Viajar al extranjero suele contarse como una experiencia luminosa: nuevas culturas, oportunidades académicas, aventuras inolvidables. Pero hay otra cara que rara vez se confiesa. No todo fueron fotografías sonrientes ni diplomas enmarcados. En mis años fuera de México viví momentos que, más que recuerdos, parecen relatos de terror.
No se trata de fantasmas ni de criaturas salidas de la imaginación, sino de terrores mucho más reales: el miedo a ser descubierto en un país donde ser diferente podía significar castigo; la soledad en universidades que prometían grandeza, pero escondían pasillos fríos y jerarquías crueles; las noches de insomnio en laboratorios donde la presión era tan intensa que parecía imposible respirar.
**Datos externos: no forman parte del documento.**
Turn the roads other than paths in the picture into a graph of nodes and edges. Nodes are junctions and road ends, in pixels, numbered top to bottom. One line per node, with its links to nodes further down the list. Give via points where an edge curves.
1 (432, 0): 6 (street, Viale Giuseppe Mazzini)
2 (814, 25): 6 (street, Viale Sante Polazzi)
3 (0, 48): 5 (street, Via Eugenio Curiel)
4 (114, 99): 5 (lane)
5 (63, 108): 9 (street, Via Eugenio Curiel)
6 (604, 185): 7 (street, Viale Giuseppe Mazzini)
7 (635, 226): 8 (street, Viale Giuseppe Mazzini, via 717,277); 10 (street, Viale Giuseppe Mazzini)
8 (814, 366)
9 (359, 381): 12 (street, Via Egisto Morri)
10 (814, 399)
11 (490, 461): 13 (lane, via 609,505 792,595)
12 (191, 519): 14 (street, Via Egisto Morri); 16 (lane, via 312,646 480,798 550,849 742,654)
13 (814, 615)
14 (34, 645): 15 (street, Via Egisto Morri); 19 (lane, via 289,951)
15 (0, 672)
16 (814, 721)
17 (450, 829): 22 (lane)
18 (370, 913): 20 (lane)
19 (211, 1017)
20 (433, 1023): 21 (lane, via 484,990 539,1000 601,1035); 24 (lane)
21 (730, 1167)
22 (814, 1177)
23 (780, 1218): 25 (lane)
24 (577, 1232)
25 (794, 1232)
Y, tal vez lo más aterrador de todo, los monstruos invisibles: la ansiedad, la autocrítica, la sensación constante de no pertenecer a ningún lugar.
Algunos ocurrieron en Arabia Saudita, otros en Inglaterra, otros más en Estados Unidos. Todos dejaron huellas profundas.
Y, sin embargo, al contarlas descubro algo: sobrevivir a esos miedos no solo fue posible, también fue transformador. Tal vez lo más valioso de recordar los propios terrores es reconocer que, al final, también trajeron consigo la fuerza para seguir adelante.